● What is required:
Wherever the word "setLineDash" appears in a line of the records, copy that line.

** Information supplied follows **

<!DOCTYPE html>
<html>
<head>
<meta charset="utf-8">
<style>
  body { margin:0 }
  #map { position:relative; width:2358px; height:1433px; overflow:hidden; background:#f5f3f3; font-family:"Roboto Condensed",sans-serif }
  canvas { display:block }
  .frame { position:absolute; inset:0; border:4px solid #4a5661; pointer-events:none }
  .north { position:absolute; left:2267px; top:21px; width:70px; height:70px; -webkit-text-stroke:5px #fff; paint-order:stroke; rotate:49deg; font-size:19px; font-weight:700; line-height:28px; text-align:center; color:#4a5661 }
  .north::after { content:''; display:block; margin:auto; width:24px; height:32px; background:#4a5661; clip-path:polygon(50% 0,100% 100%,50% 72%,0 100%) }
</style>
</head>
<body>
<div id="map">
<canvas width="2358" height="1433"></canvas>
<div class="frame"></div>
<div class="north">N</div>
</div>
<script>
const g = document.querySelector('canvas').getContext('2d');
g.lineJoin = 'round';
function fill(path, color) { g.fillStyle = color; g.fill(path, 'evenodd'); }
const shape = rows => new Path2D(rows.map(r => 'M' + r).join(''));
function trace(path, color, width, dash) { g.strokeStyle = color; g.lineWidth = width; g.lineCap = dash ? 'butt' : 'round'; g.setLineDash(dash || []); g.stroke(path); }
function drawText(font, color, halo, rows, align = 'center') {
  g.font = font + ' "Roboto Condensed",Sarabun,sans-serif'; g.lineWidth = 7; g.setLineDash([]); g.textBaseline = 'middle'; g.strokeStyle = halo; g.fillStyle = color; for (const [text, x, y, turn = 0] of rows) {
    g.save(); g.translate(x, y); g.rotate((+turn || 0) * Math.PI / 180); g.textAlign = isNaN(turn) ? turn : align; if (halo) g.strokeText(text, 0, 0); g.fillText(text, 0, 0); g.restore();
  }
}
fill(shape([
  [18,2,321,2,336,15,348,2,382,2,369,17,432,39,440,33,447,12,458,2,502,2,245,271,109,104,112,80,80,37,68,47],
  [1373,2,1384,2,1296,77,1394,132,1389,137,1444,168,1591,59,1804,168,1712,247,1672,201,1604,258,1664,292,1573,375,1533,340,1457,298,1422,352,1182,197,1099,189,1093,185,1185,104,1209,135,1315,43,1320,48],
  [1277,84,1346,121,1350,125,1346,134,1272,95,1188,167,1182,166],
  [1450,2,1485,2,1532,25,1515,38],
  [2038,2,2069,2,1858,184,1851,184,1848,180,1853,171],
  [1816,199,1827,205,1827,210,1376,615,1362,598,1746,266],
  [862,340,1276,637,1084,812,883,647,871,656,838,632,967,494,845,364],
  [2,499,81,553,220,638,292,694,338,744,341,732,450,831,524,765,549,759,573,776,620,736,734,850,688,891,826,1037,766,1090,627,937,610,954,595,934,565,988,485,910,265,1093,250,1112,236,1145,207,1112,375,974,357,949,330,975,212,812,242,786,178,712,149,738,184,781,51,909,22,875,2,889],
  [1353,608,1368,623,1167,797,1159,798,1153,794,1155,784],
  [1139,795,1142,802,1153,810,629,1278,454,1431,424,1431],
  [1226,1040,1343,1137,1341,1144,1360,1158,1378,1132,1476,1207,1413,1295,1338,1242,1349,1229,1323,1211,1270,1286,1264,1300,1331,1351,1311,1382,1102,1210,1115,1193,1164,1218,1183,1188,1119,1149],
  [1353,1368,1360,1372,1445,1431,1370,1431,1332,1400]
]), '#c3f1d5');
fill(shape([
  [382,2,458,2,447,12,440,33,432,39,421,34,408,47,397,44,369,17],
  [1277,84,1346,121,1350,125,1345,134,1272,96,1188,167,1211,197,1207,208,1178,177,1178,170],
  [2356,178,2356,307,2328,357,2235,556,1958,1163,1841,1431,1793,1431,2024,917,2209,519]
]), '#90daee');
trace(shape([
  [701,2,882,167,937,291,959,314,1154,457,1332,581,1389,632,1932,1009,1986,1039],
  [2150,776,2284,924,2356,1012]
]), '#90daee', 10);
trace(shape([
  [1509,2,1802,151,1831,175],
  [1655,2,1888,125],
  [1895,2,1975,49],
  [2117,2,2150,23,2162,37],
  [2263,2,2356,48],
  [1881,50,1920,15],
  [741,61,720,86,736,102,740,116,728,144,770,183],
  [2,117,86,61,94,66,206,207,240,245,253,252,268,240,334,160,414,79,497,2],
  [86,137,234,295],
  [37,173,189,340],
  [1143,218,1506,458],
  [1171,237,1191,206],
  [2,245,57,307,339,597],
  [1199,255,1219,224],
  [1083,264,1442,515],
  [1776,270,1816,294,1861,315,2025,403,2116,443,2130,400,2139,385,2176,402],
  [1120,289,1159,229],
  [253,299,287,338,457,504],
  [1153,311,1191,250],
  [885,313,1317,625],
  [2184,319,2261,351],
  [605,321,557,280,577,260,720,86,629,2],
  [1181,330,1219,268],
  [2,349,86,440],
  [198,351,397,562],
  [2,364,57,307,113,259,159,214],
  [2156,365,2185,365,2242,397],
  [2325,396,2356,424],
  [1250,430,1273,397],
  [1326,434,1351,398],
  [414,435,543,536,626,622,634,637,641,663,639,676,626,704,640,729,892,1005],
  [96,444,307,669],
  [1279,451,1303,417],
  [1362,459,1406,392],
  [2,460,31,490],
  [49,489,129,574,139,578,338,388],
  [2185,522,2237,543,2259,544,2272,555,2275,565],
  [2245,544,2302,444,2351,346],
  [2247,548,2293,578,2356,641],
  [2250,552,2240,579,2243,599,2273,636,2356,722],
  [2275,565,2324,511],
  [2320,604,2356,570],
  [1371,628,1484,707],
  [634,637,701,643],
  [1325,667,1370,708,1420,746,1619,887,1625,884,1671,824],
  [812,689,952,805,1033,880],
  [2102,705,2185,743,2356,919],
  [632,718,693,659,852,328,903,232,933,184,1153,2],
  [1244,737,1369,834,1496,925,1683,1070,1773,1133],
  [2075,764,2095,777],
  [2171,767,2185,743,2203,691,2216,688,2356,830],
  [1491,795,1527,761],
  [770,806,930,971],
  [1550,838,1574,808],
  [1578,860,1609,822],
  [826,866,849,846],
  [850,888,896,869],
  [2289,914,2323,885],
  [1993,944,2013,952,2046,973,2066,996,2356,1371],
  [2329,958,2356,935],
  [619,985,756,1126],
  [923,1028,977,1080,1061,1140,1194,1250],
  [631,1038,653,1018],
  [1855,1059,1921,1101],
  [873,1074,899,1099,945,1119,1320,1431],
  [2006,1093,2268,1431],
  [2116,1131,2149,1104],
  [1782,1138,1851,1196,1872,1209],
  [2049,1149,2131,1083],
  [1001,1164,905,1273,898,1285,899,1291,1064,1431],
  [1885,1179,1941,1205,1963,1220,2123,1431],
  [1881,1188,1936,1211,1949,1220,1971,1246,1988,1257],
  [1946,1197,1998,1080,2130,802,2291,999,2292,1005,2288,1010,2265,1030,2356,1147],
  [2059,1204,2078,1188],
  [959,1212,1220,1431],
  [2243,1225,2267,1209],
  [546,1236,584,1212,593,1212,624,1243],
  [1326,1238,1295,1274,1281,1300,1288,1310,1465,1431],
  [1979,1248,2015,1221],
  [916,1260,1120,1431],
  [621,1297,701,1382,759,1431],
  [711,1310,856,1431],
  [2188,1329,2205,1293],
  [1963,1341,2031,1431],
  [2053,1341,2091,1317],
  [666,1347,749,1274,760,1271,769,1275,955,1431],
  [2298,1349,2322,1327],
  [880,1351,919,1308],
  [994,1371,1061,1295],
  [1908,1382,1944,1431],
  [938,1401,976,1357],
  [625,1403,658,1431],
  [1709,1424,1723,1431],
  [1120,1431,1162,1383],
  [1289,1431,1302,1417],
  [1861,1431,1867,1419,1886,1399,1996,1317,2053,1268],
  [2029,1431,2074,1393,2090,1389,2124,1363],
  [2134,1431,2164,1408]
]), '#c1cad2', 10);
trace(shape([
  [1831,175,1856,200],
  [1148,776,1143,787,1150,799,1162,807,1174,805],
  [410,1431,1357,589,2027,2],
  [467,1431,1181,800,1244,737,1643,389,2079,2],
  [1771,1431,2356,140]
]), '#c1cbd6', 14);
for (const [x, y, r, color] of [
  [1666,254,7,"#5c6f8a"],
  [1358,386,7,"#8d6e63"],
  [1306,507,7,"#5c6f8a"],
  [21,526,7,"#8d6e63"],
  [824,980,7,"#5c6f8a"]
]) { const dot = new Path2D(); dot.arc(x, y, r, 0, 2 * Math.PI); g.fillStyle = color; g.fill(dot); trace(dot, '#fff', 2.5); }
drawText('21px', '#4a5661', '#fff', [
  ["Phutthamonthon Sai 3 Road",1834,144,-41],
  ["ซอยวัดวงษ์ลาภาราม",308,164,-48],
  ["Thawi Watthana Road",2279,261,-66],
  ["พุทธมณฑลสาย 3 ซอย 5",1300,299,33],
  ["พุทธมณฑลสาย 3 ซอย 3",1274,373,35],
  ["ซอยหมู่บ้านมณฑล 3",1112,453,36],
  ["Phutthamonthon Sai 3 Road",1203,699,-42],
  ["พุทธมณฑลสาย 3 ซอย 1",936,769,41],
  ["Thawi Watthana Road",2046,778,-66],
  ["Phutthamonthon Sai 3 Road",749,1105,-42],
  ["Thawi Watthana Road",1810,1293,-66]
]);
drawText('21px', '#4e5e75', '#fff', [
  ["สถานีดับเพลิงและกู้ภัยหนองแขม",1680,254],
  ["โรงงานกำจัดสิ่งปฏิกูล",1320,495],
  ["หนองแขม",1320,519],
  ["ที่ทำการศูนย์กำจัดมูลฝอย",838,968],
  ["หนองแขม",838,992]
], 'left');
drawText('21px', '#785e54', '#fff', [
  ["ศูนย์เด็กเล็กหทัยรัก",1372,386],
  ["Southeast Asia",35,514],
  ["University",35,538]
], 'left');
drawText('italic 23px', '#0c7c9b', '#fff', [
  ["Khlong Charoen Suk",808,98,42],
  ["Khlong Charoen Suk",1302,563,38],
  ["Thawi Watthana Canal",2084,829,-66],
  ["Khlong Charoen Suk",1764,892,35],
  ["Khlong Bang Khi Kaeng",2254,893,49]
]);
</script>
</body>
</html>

** End of Information supplied **

● Answer space:
function trace(path, color, width, dash) { g.strokeStyle = color; g.lineWidth = width; g.lineCap = dash ? 'butt' : 'round'; g.setLineDash(dash || []); g.stroke(path); }
  g.font = font + ' "Roboto Condensed",Sarabun,sans-serif'; g.lineWidth = 7; g.setLineDash([]); g.textBaseline = 'middle'; g.strokeStyle = halo; g.fillStyle = color; for (const [text, x, y, turn = 0] of rows) {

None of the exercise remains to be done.